An alternative is to proceed with interventional trials based on current knowledge if there are uncertainties about the added value of dose-effect data or untested biomarkers to study design. As an example, an intervention study of the effect of smoking reduction on COPD could be considered that is similar in design to the Lung Health Study, a large prospective trial of the effects of smoking cessation on rate of decline of FEV1 in middle-aged smokers with mild COPD (Anthonisen et al., 1994). Another approach is to conduct a trial using a low-tar/moderate-nicotine product from a noncommercial source to avoid product endorsement issues. (A more detailed research agenda can be found in the next section.)
Design of population studies for harm reduction of major respiratory diseases is challenging because of uncertainties about effectiveness and long-term compliance with harm reduction interventions. Reducing the burden of tobacco-related respiratory diseases through harm reduction strategies should be a major priority of the nation’s public health.
This section outlines a suggested research agenda for studying harm reduction due to cigarette smoking in respiratory diseases (i.e., COPD, asthma, respiratory infections).
Several specific suggestions for research design arise from this review. An interventional study of the effect of smoking reduction on COPD could be considered that is similar in design to the Lung Health Study, a large prospective trial of the effects of smoking cessation on rate of decline of FEV1 in middle-aged smokers with mild COPD (Anthonisen et al., 1994). In a proposed smoking reduction trial, it might be possible to include an intervention group of smokers who are able to reduce their smoking spontaneously and maintain significant reductions for a long period using behavior intervention and/or nicotine replacement products. The goal would be to decrease the number of cigarettes per day to eight to ten, a point below which it is very difficult to reduce the number of cigarettes smoked (Hughes, 2000). The primary end point could be the change in FEV1 over five years, and secondary end points could be exhaled carbon monoxide concentration, serum cotinine level, survival, and comorbid smoking-related disorders. If successful, this study should be
able to determine whether reduced smoking as measured by change in FEV1 mitigates harm to the lungs. Potential weaknesses are the self-selection of subjects, the large number of subjects required, ethical issues regarding the nonintervention group, and a probable large dropout rate in the intervention group.
Another approach is to conduct a trial using a low-tar/moderate-nicotine product from a noncommercial source to avoid product endorsement issues. This study might be conducted in two phases. Phase I would be a controlled-exposure study in human smokers to compare the effects of the low-tar/moderate-nicotine product versus a reference cigarette on inflammatory changes in the lower respiratory tract, similar to the observations of Rennard et al. (Rennard, 2000).

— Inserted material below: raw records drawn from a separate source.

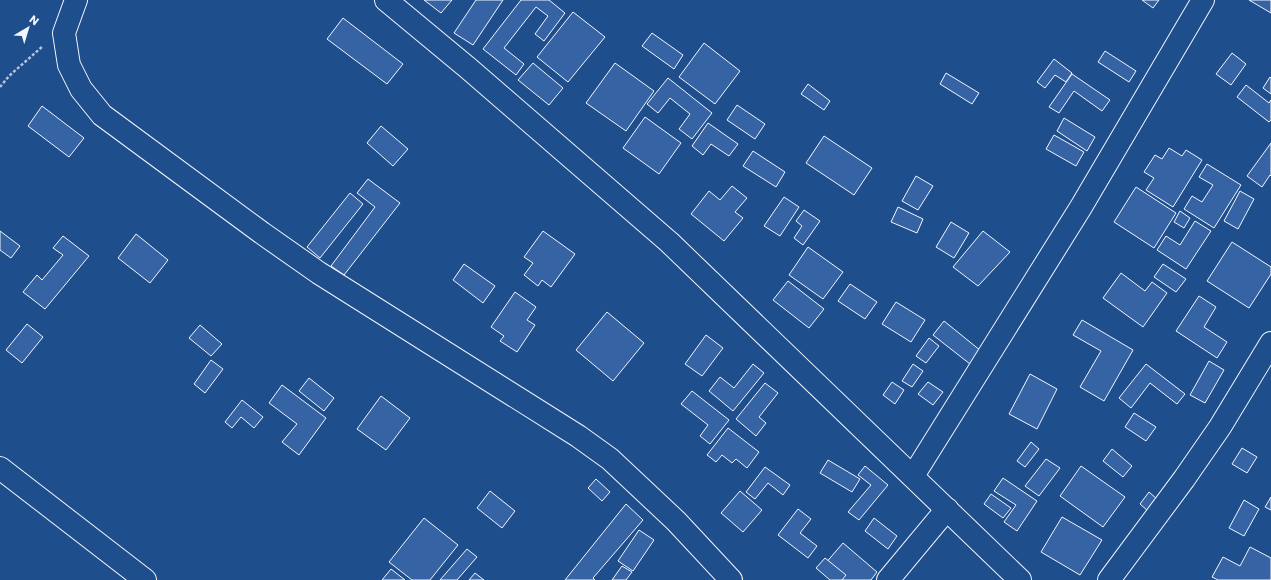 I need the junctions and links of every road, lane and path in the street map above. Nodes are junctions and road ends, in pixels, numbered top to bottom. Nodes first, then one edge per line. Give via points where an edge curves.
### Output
1 (76, 0) edge
2 (386, 0) edge
3 (1203, 0) edge
4 (64, 33) junction
5 (0, 87) edge
6 (1271, 343) edge
7 (0, 468) edge
8 (913, 476) junction
9 (947, 509) junction
10 (145, 580) edge
11 (731, 580) edge
12 (888, 580) edge
13 (1020, 580) edge
14 (1109, 580) edge

1 - 4 street
2 - 8 street via 669,242
3 - 8 street via 1081,207
4 - 5 path via 43,46
4 - 11 street via 69,65 81,89 102,115 319,273 578,436 610,459 676,521
6 - 14 street via 1220,427
7 - 10 street
8 - 9 street
9 - 12 street
9 - 13 street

The objective of Phase I would be to determine if inflammation is reduced by exposure to the low-tar/ moderate-nicotine product. If so, a Phase II intervention trial would compare the low-tar/moderate nicotine product to reference cigarettes in cohorts of current smokers. The objectives and design of the Phase II trial would be similar to that described above for intervention using behavioral modification or NRT. Potential advantages of this trial are that the low-tar/moderate-nicotine product, if it reduces harm, could be used as a reference product for future regulation of marketed products. Uncertainties related to such a study include inference from results of short-term controlled exposures to longer-term studies, controlling use of the intervention product, and the large effort that would be needed to complete the study.